#### PROBLEM
Go through the data below and report how many lines contain "nodes"; the reply holds only that number.

#### DATA UNDER STUDY
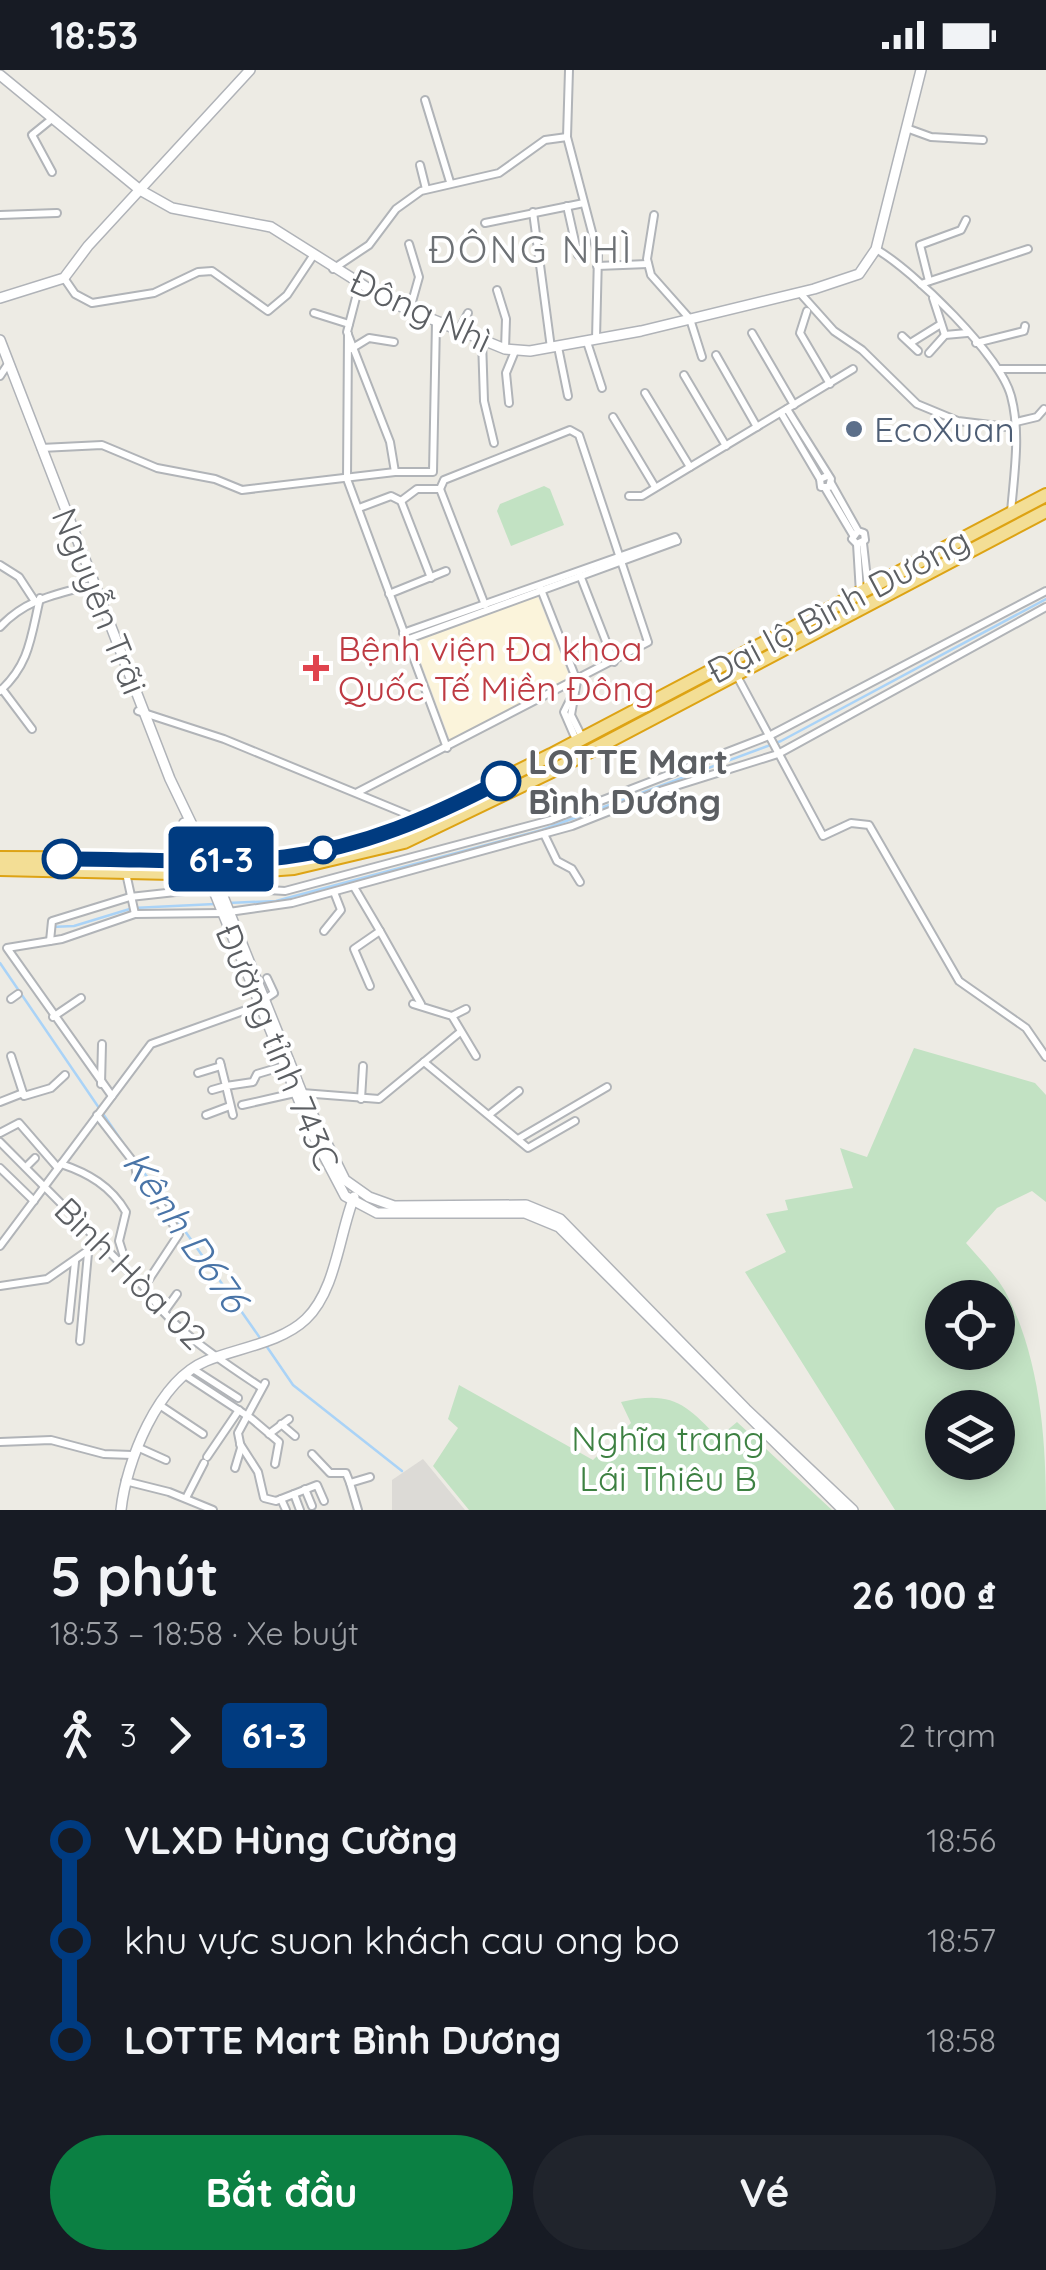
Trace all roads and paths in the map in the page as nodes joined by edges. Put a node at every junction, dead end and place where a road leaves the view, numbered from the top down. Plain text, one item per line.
--
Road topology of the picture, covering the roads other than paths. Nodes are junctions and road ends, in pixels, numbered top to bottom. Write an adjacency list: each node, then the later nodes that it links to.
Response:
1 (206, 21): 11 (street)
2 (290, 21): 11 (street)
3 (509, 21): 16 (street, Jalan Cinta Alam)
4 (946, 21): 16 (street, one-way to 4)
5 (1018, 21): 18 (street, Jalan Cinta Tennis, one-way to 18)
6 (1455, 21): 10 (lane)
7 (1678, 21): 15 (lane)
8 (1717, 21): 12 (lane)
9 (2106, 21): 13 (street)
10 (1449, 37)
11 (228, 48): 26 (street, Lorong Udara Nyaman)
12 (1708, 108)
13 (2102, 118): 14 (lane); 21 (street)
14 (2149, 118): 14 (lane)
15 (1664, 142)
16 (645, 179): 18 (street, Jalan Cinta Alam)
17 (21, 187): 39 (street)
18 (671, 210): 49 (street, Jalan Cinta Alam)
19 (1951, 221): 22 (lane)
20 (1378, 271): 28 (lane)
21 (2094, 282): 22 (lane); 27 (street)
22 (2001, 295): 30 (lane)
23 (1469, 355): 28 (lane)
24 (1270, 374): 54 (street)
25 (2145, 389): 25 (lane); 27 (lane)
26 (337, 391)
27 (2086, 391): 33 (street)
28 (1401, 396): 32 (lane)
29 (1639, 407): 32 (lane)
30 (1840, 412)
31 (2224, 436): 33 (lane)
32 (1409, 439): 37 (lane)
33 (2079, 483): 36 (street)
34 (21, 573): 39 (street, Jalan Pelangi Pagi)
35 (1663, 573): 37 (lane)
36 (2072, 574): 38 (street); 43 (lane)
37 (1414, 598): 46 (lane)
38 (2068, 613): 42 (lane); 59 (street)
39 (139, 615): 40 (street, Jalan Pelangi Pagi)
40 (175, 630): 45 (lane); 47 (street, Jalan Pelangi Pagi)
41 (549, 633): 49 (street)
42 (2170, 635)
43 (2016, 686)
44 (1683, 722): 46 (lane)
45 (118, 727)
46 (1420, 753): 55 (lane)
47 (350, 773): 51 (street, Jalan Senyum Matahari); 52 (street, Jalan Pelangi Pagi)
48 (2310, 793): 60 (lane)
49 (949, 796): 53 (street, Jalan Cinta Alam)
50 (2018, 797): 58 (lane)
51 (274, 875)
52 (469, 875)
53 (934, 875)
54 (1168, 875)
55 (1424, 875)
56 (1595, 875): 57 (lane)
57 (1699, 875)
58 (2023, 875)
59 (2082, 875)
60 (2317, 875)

#### ANSWER SECTION
2